La deuda familiar, cada vez más precaria

La deuda familiar toca techos históricos mientras el crédito con billeteras virtuales se profundiza en los sectores populares debido a los menores controles. Familias y jóvenes sostienen consumos básicos mediante endeudamiento, asfixiados por la caída salarial y sin asistencia del Gobierno de Milei.

La morosidad del sector privado con el sistema financiero alcanzó el 7,6% en junio de 2026. Si bien el indicador muestra una leve baja respecto de mayo, cuando se ubicó en el 7,7%, se mantiene en los niveles más elevados desde la crisis de 2001. El deterioro está impulsado principalmente por el segmento de las familias, cuya morosidad bancaria trepó al 12,8% tras registrar 20 meses consecutivos de incremento.

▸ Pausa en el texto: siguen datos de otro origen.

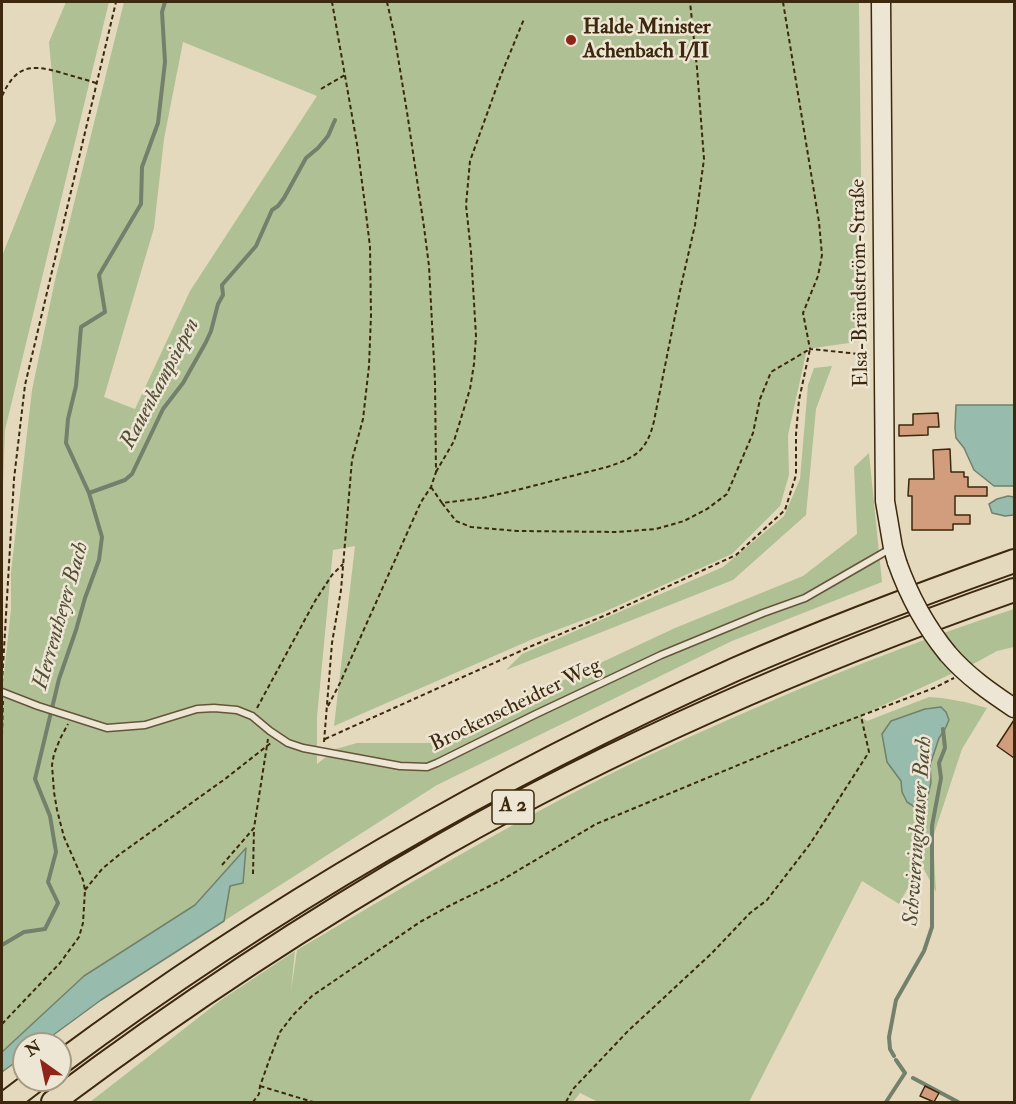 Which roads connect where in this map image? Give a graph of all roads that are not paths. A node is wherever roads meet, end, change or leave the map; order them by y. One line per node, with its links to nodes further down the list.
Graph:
1 (881, 2): 2 (street, Elsa-Brändström-Straße)
2 (895, 555): 5 (lane, Brockenscheidter Weg); 6 (street, Elsa-Brändström-Straße, bridge)
3 (1014, 561): 7 (highway, A 2)
4 (1014, 590): 10 (highway, A 2)
5 (2, 693)
6 (1014, 708)
7 (72, 1054)
8 (20, 1092): 9 (highway)
9 (7, 1102)
10 (52, 1102) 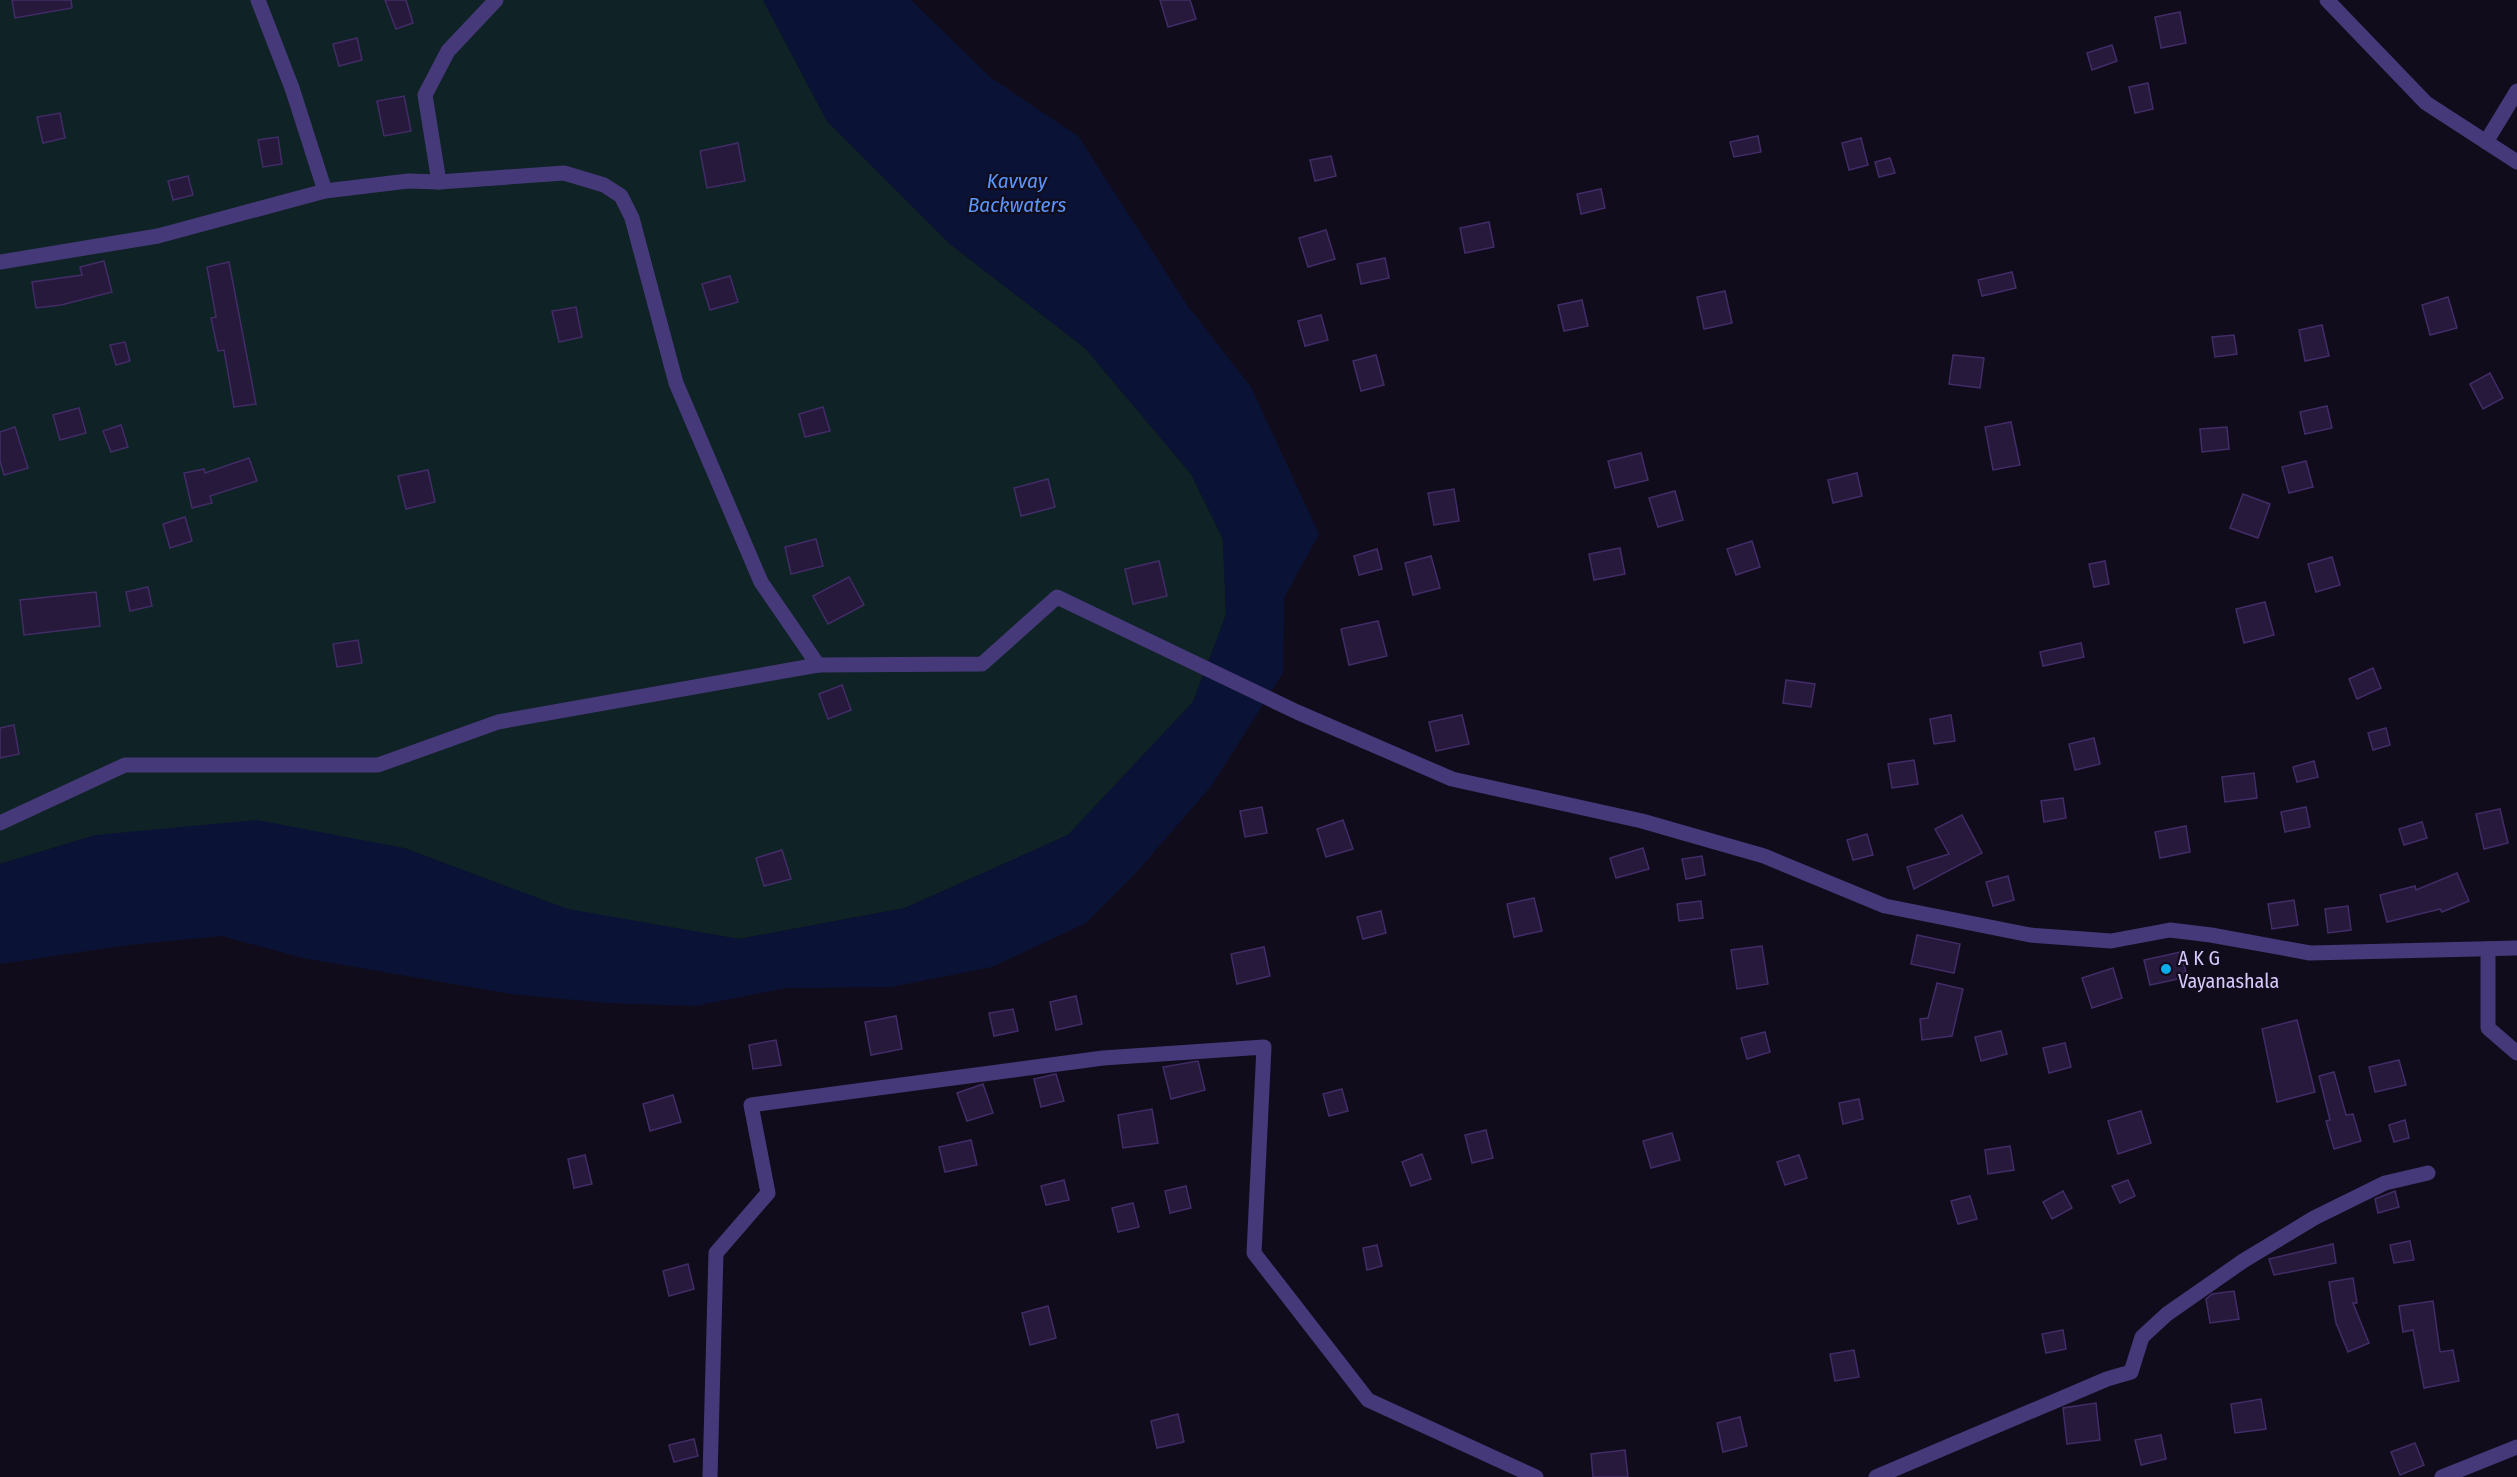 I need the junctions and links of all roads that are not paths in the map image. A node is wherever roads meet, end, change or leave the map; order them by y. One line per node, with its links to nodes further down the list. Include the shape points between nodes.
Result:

El dato central que destaca un informe del Centro de Economía Política Argentina (CEPA), en base a datos oficiales del Banco Central, es el salto récord en la morosidad de las familias con las billeteras virtuales y los proveedores no financieros de crédito, que trepó al 30,1% en junio de 2026. Este porcentaje supera el techo alcanzado durante la pandemia de COVID-19, que había sido del 27,1% en mayo de 2020. 

Vale remarcar que las billeteras virtuales se encuentran en la mira. Diputados de la oposición pidieron que la Autoridad Nacional de la Competencia (ANC) investigue a las más importantes del país por presuntas conductas anticompetitivas. A la par, el Gobierno de la Provincia de Buenos Aires abrió una investigación tras recibir 2.240 denuncias contra las empresas Mercadopago, Naranja Digital, Ualá, Personal Pay, Brubank y Cencosud por incumplimientos a la normativa de defensa del consumidor, acoso y hostigamiento.

Precarización del financiamiento

La cantidad total de deudores morosos en el sistema asciende a 5,91 millones de personas sobre un universo total de 20,97 millones de deudores. Del total de incumplidores, 2,90 millones corresponden exclusivamente a deudas con billeteras virtuales, superando a los morosos bancarios y reflejando una profunda precarización del financiamiento hacia sectores con menores ingresos.

La mora en los bancos estuvo motorizada principalmente por los préstamos personales y las tarjetas de crédito, que concentraron el 73% del saldo irregular total a mayo de 2026. En paralelo, el perfil de riesgo se ha desplazado hacia la juventud: los menores de 34 años concentran hoy el 38,7% de los deudores irregulares del país, y el 72,6% de ellos mantiene deudas impagas con billeteras virtuales, precisó el CEPA. 

Esta cifra no es menor, ya que representa la puerta de entrada al crédito para los sectores informales y los jóvenes que han quedado fuera del sistema bancario tradicional debido a los estrictos requisitos de acceso.

La mora sube, los salarios bajan

El informe destaca que el crecimiento de la mora no es un evento aislado, sino la consecuencia directa de una severa contracción en la capacidad de pago. La escalada de la mora coincide con una caída del salario real registrado del 8,7% desde la asunción de Javier Milei, retroceso que se profundiza al 18,7% si se utiliza la metodología de la canasta ENGHo 2017/18. Ante este escenario de asfixia financiera, las familias han recurrido masivamente al endeudamiento para cubrir gastos corrientes de alimentación y servicios, transformando el consumo básico en una carga financiera de largo plazo.

La dinámica del mercado crediticio ha mutado. Mientras los bancos tradicionales han endurecido sus condiciones para evitar mayores riesgos, las empresas no financieras de crédito y billeteras virtuales han ocupado ese espacio con condiciones más laxas pero tasas de interés mucho más elevadas. Este ecosistema fintech, aunque facilitó la inclusión financiera digital, hoy enfrenta una situación de insolvencia creciente entre sus usuarios, muchos de los cuales ven cómo sus deudas se acumulan de manera exponencial ante la imposibilidad de afrontar los pagos mínimos. 

Los indicadores de la Central de Deudores del Banco Central reflejan que gran parte de esta cartera está clasificada hoy como «irrecuperable», un alerta roja para un sector que ha crecido al calor de la digitalización durante los últimos años y que ahora sufre el impacto directo de la crisis macroeconómica.